● **Your task**:
Repeat every record exactly, omitting the pictures.

● **Material supplied**:
########################################

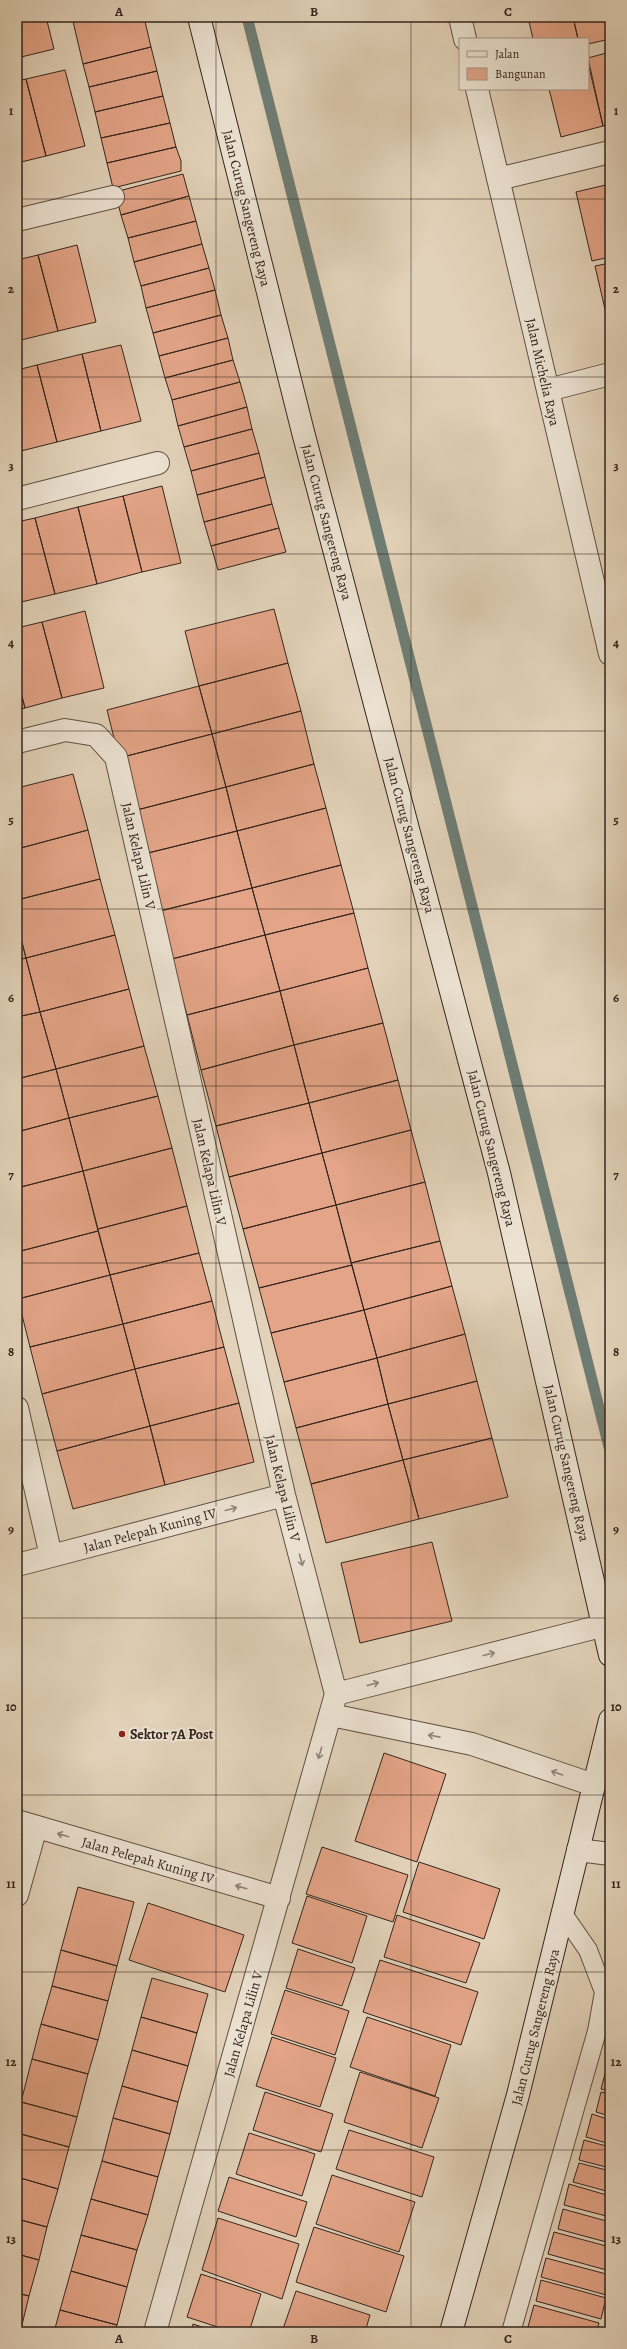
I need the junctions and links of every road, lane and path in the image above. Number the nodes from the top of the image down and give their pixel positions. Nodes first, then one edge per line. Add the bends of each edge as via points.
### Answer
1 (199, 17) edge
2 (460, 17) edge
3 (465, 38) edge
4 (477, 90) edge
5 (610, 152) edge
6 (498, 180) junction
7 (113, 197) dead end
8 (17, 220) edge
9 (610, 374) edge
10 (548, 390) junction
11 (158, 463) dead end
12 (17, 500) edge
13 (604, 598) edge
14 (610, 654) edge
15 (17, 742) edge
16 (17, 1408) edge
17 (284, 1495) junction
18 (51, 1556) junction
19 (17, 1566) edge
20 (605, 1625) junction
21 (610, 1655) edge
22 (336, 1694) junction
23 (331, 1715) junction
24 (610, 1720) edge
25 (594, 1785) junction
26 (26, 1824) edge
27 (578, 1850) junction
28 (610, 1854) edge
29 (17, 1895) edge
30 (279, 1898) junction
31 (563, 1914) junction
32 (155, 2332) edge
33 (451, 2332) edge
34 (511, 2332) edge

1 - 20 street, Jalan Curug Sangereng Raya via 305,440 499,1173
2 - 3 street
4 - 6 street, Jalan Michelia Raya
5 - 6 street
6 - 10 street, Jalan Michelia Raya
7 - 8 street
9 - 10 street
10 - 13 street, Jalan Michelia Raya
11 - 12 street
13 - 14 street, Jalan Michelia Raya
15 - 17 street, Jalan Kelapa Lilin V via 65,730 96,735 116,756
16 - 18 street
18 -> 17 street, Jalan Pelepah Kuning IV
17 -> 22 street, Jalan Kelapa Lilin V
18 - 19 street, Jalan Pelepah Kuning IV
20 - 21 street, Jalan Curug Sangereng Raya
22 -> 20 street
22 - 23 street, Jalan Kelapa Lilin V
25 -> 23 street via 472,1744
23 -> 30 street, Jalan Kelapa Lilin V
24 - 25 street, Jalan Curug Sangereng Raya
25 - 27 street, Jalan Curug Sangereng Raya
26 - 29 street
30 -> 26 street, Jalan Pelepah Kuning IV
27 - 28 street
27 - 31 street, Jalan Curug Sangereng Raya
30 - 32 street, Jalan Kelapa Lilin V
31 - 33 street, Jalan Curug Sangereng Raya via 518,2095
31 - 34 lane via 588,1950 604,1992 597,2031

########################################

● **Exercise answer**:
I need the junctions and links of every road, lane and path in the image above. Number the nodes from the top of the image down and give their pixel positions. Nodes first, then one edge per line. Add the bends of each edge as via points.
### Answer
1 (199, 17) edge
2 (460, 17) edge
3 (465, 38) edge
4 (477, 90) edge
5 (610, 152) edge
6 (498, 180) junction
7 (113, 197) dead end
8 (17, 220) edge
9 (610, 374) edge
10 (548, 390) junction
11 (158, 463) dead end
12 (17, 500) edge
13 (604, 598) edge
14 (610, 654) edge
15 (17, 742) edge
16 (17, 1408) edge
17 (284, 1495) junction
18 (51, 1556) junction
19 (17, 1566) edge
20 (605, 1625) junction
21 (610, 1655) edge
22 (336, 1694) junction
23 (331, 1715) junction
24 (610, 1720) edge
25 (594, 1785) junction
26 (26, 1824) edge
27 (578, 1850) junction
28 (610, 1854) edge
29 (17, 1895) edge
30 (279, 1898) junction
31 (563, 1914) junction
32 (155, 2332) edge
33 (451, 2332) edge
34 (511, 2332) edge

1 - 20 street, Jalan Curug Sangereng Raya via 305,440 499,1173
2 - 3 street
4 - 6 street, Jalan Michelia Raya
5 - 6 street
6 - 10 street, Jalan Michelia Raya
7 - 8 street
9 - 10 street
10 - 13 street, Jalan Michelia Raya
11 - 12 street
13 - 14 street, Jalan Michelia Raya
15 - 17 street, Jalan Kelapa Lilin V via 65,730 96,735 116,756
16 - 18 street
18 -> 17 street, Jalan Pelepah Kuning IV
17 -> 22 street, Jalan Kelapa Lilin V
18 - 19 street, Jalan Pelepah Kuning IV
20 - 21 street, Jalan Curug Sangereng Raya
22 -> 20 street
22 - 23 street, Jalan Kelapa Lilin V
25 -> 23 street via 472,1744
23 -> 30 street, Jalan Kelapa Lilin V
24 - 25 street, Jalan Curug Sangereng Raya
25 - 27 street, Jalan Curug Sangereng Raya
26 - 29 street
30 -> 26 street, Jalan Pelepah Kuning IV
27 - 28 street
27 - 31 street, Jalan Curug Sangereng Raya
30 - 32 street, Jalan Kelapa Lilin V
31 - 33 street, Jalan Curug Sangereng Raya via 518,2095
31 - 34 lane via 588,1950 604,1992 597,2031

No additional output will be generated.